**DATA PROVIDED**
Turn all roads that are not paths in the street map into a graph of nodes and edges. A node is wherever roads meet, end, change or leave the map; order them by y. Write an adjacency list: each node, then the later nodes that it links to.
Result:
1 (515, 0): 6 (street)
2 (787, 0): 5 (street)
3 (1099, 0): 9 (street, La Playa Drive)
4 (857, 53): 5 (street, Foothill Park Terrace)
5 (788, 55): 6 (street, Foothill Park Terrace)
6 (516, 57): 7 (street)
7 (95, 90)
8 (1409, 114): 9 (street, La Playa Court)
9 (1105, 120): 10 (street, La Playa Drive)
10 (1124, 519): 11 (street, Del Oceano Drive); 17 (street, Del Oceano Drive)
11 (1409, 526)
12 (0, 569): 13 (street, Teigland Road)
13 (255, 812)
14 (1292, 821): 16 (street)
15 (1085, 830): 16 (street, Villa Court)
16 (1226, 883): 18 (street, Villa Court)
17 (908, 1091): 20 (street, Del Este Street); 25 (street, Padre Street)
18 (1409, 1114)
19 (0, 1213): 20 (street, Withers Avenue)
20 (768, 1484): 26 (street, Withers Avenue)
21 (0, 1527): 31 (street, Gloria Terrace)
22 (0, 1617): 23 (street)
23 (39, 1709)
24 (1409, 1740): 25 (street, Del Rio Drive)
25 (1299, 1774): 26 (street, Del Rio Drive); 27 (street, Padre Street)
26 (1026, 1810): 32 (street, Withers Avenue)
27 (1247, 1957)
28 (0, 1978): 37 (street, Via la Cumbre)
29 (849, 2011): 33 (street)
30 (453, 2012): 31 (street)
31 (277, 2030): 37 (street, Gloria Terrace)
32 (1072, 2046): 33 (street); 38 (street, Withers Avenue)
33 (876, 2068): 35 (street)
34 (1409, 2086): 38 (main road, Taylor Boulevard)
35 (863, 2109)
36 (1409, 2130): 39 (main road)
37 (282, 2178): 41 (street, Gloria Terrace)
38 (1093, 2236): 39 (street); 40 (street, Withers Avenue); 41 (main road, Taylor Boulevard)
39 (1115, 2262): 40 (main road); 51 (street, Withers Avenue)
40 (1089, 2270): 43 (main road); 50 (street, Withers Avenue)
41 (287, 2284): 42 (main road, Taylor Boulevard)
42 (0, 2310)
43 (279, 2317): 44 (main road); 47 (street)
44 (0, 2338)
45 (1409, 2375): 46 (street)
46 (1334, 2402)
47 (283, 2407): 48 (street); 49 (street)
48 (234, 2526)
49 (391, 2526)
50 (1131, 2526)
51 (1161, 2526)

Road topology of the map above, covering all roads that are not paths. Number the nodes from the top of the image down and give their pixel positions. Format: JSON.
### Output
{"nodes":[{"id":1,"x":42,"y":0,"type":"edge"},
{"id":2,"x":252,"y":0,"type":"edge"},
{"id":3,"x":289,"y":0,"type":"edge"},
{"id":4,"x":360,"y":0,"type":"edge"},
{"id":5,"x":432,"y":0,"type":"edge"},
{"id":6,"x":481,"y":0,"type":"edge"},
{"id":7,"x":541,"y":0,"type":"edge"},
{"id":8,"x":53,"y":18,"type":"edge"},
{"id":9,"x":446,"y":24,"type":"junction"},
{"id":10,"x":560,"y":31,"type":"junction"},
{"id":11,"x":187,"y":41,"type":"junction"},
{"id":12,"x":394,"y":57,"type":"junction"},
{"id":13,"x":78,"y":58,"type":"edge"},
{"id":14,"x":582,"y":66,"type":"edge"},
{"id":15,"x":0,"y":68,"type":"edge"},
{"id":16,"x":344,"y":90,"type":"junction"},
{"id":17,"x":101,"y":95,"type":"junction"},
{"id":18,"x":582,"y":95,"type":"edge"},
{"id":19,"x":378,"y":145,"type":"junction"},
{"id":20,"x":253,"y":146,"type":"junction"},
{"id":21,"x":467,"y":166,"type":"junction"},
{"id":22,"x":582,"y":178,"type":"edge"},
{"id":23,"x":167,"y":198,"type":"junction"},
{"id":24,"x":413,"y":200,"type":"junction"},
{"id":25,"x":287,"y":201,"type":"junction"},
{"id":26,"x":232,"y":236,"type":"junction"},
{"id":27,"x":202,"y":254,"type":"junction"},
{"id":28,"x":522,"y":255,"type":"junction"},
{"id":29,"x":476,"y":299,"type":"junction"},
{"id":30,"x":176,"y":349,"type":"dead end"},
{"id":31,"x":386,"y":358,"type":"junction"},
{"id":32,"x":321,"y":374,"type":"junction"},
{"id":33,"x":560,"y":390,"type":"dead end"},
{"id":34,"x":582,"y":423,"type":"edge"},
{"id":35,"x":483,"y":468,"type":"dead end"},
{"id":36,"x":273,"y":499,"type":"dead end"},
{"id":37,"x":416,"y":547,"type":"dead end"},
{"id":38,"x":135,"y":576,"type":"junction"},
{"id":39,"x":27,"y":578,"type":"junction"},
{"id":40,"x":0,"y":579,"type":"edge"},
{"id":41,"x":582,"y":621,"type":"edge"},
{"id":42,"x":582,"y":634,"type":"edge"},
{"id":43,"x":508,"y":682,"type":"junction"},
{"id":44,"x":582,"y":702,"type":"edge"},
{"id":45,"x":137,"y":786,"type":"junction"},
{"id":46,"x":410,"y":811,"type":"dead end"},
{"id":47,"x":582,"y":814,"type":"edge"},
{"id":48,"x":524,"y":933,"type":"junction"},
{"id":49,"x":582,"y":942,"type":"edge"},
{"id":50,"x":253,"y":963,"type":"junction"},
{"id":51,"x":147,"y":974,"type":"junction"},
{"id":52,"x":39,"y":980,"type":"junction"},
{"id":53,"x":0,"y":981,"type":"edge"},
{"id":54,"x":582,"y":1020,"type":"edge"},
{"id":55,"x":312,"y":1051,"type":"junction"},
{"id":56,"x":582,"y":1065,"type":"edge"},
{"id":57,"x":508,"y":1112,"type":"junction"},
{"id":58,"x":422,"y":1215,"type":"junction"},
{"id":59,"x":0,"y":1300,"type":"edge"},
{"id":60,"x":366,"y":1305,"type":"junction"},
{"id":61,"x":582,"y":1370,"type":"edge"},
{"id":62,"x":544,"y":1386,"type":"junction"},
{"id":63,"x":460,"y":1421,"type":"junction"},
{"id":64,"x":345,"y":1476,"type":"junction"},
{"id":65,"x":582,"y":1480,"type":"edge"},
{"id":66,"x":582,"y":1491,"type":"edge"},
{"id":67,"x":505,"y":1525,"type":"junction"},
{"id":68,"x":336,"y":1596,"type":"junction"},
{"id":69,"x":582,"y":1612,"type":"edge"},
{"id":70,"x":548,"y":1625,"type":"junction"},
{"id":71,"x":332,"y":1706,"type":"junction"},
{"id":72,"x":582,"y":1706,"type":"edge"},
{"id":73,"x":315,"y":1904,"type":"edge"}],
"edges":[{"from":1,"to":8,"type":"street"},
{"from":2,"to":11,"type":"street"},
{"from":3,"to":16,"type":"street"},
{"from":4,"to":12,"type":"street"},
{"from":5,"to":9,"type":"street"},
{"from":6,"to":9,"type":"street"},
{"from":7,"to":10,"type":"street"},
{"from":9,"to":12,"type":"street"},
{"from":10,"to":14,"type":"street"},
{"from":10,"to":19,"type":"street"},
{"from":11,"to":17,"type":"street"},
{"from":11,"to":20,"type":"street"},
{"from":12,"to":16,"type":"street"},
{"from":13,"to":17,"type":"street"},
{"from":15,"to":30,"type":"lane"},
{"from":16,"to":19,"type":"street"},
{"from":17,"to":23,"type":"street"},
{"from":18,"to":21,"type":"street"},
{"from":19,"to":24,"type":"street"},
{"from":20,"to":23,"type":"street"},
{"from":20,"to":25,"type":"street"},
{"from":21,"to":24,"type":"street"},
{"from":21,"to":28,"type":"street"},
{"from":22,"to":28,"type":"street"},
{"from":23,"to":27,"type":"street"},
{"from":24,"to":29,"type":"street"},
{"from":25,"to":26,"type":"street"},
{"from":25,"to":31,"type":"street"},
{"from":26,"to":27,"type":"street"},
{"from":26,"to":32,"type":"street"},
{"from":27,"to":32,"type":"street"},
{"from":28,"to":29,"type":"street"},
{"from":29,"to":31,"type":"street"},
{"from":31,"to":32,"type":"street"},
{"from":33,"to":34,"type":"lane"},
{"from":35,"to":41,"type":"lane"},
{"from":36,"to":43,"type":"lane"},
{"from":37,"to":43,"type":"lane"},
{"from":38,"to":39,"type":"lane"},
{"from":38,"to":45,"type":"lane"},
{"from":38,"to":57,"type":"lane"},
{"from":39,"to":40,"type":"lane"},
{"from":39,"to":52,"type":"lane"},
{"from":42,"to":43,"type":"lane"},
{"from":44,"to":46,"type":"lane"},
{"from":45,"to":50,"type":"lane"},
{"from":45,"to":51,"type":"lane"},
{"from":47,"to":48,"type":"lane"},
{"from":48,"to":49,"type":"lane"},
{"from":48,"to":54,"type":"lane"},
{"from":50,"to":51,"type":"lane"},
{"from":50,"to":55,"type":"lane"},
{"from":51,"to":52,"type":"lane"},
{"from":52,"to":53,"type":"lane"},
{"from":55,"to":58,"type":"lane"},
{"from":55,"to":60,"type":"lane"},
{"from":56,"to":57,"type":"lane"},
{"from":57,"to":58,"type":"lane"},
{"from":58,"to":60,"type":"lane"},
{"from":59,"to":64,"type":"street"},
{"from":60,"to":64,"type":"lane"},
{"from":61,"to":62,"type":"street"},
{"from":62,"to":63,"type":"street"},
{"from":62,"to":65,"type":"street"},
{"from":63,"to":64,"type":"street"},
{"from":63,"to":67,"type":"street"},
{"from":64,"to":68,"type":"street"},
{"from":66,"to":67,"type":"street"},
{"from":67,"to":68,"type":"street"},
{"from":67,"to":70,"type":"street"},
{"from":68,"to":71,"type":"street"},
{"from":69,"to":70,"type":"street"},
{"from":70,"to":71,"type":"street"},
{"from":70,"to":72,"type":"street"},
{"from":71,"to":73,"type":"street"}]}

**ASSIGNMENT**
Looking through the listing above, state how many of its lines contain the string "edges". Write only the number.

**COMPLETED TASK**
2